Upon the resolution or, if the redemption is subsequent to same, upon the redemption having been entered in the register, the share capital shall have been reduced by the amount allocated to the redeemed shares of stock. Where the redemption is a mandatory redemption stipulated in the by-laws, the share capital shall have been reduced upon the mandatory redemption having been performed unless the general meeting adopts a resolution as to the capital reduction. The redemption shall require an action to be taken by the company targeted at the permanent cancellation of the rights attaching to certain shares of stock.

Section 239
Application for entry in the register of the implementation

(1) The management board is to file an application for entry in the Commercial Register of the fact that the reduction of the share capital has been implemented. This shall apply also in the case of a mandatory redemption stipulated in the by-laws.
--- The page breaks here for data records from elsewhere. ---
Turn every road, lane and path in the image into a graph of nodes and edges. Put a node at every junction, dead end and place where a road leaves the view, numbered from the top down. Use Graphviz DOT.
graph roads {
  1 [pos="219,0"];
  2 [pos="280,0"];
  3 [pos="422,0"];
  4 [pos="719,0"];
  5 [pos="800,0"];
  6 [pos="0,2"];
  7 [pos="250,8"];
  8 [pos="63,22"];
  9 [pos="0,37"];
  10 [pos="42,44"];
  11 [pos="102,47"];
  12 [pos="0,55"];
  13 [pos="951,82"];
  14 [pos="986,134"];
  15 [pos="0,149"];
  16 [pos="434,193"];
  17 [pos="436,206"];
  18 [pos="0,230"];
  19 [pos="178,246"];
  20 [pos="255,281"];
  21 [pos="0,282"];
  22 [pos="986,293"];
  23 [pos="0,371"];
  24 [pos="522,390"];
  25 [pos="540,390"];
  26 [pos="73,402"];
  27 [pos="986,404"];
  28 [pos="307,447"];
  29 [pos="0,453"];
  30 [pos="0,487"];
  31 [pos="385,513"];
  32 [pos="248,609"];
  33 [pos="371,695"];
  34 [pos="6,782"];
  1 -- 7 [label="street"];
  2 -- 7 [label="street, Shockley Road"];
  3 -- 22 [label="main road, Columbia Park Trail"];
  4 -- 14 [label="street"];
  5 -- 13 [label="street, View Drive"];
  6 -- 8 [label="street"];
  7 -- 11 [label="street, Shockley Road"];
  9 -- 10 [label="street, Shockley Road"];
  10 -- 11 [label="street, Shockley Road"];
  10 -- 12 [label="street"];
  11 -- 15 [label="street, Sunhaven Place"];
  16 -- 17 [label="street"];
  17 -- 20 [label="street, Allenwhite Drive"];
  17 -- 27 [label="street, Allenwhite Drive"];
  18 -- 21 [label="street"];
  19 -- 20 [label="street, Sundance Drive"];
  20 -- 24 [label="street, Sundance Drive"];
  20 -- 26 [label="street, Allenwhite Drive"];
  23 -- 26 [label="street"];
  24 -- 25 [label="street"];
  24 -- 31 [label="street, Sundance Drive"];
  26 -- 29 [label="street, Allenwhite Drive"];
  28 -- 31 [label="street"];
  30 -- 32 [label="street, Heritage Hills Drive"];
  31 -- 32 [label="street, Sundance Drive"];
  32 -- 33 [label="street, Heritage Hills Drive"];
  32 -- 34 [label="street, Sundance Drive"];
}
(2) The application for entry in the register, and entry in same, of the fact that the reduction has been implemented may be joined to the application for entry in the register, and entry in same, of the resolution as to the reduction.

Subchapter 4
Reporting the capital reduction

Section 240

The amount obtained from the capital reduction is to be separately recognised in the income statement as “revenue from capital reduction,” following the item “withdrawals from retained income.” An allocation to the capital reserves pursuant to section 229 (1) and section 232 is to be separately recognised as an “allocation to the capital reserves according to the regulations governing the simplified capital reduction.” An explanation is to be provided in the notes whether and, if so, in which amount the amounts obtained from the capital reduction and from reversing the retained income will be used:

1.  To offset impairments in value,

2.  To cover other losses, or

3.  As allocations to the capital reserves.

Where the company is a small share capital company (section 267 (1) of the Commercial Code (HGB)), it need not apply the third sentence.